One thing I like on the Capitan, which I don't get on with anywhere near as much on the Vapor, is the cradle. The irritating cord that's used on the Vapor is replaced by a plastic frame on the Capitan, which sits much more comfortably against the back of your head.


The Capitan isn't as well ventilated as the Vapor, which is one factor in it feeling warmer, and the other is simply that the polycarbonate shell acts as another layer, which further adds to the warmth. This could actually be a benefit from a winter climbing perspective, where keeping a bit of warmth in isn't a bad thing, but can make it feel quite hot on warm days.

The Capitan also features headtorch clips, further adding to its versatility.

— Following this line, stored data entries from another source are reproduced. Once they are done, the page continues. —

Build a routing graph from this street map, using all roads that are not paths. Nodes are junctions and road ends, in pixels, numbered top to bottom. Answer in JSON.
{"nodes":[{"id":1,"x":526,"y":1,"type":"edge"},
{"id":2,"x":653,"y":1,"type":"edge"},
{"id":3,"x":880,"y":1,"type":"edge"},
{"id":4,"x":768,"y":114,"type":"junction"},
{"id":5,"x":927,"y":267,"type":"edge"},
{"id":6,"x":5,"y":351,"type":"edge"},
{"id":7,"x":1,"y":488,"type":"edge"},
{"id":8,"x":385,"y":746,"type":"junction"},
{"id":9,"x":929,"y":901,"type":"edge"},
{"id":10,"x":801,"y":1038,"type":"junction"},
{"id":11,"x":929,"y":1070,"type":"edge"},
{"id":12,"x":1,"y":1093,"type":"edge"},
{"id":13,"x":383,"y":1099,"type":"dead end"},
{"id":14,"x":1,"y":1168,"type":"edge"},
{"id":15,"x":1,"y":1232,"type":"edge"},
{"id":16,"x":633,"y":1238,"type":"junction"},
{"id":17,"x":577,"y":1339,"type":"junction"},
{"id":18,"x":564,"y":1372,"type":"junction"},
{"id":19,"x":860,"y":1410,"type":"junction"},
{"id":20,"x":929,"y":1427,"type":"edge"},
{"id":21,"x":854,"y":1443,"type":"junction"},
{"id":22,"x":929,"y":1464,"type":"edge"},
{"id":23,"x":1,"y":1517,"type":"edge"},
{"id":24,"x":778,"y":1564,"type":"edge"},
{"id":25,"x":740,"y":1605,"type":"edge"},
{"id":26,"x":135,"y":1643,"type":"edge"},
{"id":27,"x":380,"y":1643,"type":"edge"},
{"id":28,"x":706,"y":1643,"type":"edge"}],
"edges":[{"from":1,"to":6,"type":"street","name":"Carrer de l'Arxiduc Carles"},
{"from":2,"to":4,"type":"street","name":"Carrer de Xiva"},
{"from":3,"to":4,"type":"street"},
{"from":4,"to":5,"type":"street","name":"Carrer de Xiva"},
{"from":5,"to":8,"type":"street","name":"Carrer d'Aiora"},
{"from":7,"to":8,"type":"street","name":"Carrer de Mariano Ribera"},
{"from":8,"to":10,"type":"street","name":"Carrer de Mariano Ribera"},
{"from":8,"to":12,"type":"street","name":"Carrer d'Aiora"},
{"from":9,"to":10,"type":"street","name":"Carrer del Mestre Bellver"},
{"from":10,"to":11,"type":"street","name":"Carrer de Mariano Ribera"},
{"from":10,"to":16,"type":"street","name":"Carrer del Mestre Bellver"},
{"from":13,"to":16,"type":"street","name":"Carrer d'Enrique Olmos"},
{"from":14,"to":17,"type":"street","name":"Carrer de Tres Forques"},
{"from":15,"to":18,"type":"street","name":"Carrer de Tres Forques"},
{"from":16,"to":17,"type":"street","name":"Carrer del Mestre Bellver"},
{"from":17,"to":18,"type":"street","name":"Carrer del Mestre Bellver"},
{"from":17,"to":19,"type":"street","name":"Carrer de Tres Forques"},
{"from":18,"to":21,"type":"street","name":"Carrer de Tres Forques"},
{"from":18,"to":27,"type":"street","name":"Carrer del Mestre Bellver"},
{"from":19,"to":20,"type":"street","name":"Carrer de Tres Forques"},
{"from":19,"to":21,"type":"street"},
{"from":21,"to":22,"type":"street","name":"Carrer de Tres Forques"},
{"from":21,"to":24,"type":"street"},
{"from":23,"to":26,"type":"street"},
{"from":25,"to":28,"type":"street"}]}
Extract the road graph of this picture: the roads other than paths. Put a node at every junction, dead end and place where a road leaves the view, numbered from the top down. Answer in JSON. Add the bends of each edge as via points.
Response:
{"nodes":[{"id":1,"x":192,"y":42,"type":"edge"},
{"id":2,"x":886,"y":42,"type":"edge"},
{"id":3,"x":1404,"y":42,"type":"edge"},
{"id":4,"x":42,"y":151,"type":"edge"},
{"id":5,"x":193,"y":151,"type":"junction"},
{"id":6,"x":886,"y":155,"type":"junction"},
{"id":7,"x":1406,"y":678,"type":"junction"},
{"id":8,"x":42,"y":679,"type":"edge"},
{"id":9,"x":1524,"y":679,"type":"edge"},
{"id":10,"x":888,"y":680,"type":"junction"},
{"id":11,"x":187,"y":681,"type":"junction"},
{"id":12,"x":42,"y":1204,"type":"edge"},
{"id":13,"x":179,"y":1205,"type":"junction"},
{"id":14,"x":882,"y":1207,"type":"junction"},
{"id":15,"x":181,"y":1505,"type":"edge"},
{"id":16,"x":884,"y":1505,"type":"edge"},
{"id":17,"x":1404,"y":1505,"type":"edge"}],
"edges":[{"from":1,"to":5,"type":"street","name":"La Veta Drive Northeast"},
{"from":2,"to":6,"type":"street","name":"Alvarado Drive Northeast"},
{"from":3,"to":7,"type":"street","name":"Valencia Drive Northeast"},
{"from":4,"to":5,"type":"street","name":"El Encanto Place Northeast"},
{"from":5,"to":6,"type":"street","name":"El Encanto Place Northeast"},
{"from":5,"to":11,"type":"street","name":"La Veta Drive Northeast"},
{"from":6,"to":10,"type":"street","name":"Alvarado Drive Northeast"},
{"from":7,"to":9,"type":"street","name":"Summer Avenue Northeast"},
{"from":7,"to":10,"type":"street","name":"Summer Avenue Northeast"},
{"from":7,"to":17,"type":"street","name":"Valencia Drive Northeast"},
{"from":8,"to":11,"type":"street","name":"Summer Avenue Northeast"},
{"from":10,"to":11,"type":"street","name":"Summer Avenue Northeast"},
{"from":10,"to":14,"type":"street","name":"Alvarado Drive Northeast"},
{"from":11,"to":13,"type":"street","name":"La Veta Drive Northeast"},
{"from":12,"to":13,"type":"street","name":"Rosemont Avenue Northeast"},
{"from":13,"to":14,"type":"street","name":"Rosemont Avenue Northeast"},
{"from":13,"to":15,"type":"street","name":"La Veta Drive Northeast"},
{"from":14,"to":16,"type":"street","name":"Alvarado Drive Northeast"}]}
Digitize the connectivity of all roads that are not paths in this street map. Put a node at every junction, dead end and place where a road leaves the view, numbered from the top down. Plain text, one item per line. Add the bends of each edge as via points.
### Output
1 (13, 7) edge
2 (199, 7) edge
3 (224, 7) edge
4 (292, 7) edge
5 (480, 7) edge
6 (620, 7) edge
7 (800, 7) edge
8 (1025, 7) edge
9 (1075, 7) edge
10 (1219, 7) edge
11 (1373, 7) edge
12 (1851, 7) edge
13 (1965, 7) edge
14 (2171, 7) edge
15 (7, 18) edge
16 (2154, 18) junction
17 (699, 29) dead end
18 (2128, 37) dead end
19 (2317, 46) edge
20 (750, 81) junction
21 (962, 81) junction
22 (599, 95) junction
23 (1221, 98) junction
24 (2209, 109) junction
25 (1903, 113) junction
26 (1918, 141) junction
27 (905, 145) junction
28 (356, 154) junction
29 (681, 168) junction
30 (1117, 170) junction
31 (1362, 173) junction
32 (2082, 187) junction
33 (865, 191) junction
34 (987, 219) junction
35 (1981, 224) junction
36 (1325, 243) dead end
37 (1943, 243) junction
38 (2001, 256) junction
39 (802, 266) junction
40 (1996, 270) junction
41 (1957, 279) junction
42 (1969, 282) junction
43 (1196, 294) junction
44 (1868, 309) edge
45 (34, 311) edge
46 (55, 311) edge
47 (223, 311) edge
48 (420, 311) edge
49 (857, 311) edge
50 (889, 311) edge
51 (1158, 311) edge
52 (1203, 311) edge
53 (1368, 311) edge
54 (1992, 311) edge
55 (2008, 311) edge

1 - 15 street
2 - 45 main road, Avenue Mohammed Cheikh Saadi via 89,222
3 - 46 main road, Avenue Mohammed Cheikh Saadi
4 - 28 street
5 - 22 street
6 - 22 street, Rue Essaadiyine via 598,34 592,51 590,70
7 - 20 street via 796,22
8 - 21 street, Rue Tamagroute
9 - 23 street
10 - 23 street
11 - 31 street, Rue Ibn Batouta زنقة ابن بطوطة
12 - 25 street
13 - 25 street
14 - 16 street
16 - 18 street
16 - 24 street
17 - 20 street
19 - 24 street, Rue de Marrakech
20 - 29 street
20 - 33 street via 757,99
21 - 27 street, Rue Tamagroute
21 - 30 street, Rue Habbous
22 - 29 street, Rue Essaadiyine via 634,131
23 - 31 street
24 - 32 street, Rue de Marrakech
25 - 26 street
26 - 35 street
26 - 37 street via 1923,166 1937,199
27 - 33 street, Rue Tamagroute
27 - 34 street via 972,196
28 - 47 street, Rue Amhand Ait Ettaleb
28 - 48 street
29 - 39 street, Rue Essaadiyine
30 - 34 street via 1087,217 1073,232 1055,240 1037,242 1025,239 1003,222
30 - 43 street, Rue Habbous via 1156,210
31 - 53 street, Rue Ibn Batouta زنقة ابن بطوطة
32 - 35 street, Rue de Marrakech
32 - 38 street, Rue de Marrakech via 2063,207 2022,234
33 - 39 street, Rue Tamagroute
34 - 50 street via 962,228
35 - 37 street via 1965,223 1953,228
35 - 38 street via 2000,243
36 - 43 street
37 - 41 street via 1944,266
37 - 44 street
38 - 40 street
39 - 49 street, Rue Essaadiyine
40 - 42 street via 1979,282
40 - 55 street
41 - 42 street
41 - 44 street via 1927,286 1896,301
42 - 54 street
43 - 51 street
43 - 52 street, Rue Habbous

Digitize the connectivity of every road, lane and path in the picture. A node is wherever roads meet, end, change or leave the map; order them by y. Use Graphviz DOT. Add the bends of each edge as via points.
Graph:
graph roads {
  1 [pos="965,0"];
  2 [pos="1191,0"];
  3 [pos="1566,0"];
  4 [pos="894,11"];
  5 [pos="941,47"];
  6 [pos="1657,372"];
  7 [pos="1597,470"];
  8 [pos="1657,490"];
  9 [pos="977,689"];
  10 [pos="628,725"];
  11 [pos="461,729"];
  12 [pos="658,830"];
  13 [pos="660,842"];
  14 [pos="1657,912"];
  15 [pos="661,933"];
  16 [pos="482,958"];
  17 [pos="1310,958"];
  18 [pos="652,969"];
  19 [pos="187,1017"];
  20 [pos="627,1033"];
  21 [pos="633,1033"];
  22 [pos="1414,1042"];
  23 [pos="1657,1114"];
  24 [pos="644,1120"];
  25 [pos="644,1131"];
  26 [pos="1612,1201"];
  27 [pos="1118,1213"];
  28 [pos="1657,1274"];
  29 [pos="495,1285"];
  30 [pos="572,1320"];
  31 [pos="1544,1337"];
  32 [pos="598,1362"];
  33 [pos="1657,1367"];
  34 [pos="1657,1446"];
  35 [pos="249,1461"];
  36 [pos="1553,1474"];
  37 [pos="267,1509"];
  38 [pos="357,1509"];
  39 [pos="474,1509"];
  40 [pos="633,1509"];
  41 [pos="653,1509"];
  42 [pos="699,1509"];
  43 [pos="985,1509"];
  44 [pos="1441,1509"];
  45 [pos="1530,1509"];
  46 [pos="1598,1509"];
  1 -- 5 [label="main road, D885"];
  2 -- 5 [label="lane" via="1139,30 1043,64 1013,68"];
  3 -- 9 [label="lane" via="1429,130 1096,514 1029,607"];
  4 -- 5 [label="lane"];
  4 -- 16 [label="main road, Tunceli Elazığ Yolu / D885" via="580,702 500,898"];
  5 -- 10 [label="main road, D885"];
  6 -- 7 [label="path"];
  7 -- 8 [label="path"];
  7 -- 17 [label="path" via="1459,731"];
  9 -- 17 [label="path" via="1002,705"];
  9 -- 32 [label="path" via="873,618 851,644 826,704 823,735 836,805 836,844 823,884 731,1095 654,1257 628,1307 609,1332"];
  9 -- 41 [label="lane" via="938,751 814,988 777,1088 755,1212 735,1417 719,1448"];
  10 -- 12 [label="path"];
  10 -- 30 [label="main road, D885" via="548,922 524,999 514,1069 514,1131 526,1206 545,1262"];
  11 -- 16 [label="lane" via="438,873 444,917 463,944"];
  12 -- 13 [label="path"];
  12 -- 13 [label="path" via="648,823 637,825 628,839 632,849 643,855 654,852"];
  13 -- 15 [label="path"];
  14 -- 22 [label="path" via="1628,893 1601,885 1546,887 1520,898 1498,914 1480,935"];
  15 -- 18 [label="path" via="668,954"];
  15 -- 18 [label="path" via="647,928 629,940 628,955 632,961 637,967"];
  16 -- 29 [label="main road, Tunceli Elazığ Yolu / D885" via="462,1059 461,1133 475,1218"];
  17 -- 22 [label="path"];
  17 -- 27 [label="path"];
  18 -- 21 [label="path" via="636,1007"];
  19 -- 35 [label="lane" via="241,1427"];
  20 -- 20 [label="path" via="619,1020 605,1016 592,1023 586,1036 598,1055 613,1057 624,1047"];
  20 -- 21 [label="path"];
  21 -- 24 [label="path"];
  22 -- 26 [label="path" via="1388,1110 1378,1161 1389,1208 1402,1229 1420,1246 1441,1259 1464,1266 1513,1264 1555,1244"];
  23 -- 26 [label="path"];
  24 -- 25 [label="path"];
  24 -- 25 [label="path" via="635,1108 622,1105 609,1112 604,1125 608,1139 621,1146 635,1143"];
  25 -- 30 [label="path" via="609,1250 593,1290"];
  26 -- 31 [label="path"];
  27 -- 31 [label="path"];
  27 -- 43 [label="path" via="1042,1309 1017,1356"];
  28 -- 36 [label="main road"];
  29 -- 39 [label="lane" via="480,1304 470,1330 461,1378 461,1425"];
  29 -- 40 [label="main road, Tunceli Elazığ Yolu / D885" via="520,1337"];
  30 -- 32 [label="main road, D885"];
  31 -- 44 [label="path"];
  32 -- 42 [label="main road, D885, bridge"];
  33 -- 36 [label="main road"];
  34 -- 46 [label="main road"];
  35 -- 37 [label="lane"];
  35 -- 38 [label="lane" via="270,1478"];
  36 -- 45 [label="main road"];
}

The Capitan is a great all-rounder that comes in at a competitive price. Weight-wise it's not the lightest, by any stretch of the imagination, but it's not trying to be. We'd say that durability and protection are what make it stand out, as well as how affordable it is. The fact that it's designed to last only adds to the appeal, because unlike other lighter weight helmets this model ought to see you covered for a long time.

14 May

The BD helmets in M/L are a good choice if you've a large head.

Fits is personal, on trying on I didn't find the new Vapor as comfortable as the older model and extremely expensive.

Capitan is great personal fit, unlike the Vision, which surprised me.

Used old Vapor and Capitan for ski touring, though not indicated unlike Petzl Meteor.

14 May

On the new model, has the cord replaced the plastic ratchet system at the back?

I find it so annoying when you look up and the ratchet touches your clothing at the back of your neck and releases.


14 May

Yes. This isn’t a problem the new one has.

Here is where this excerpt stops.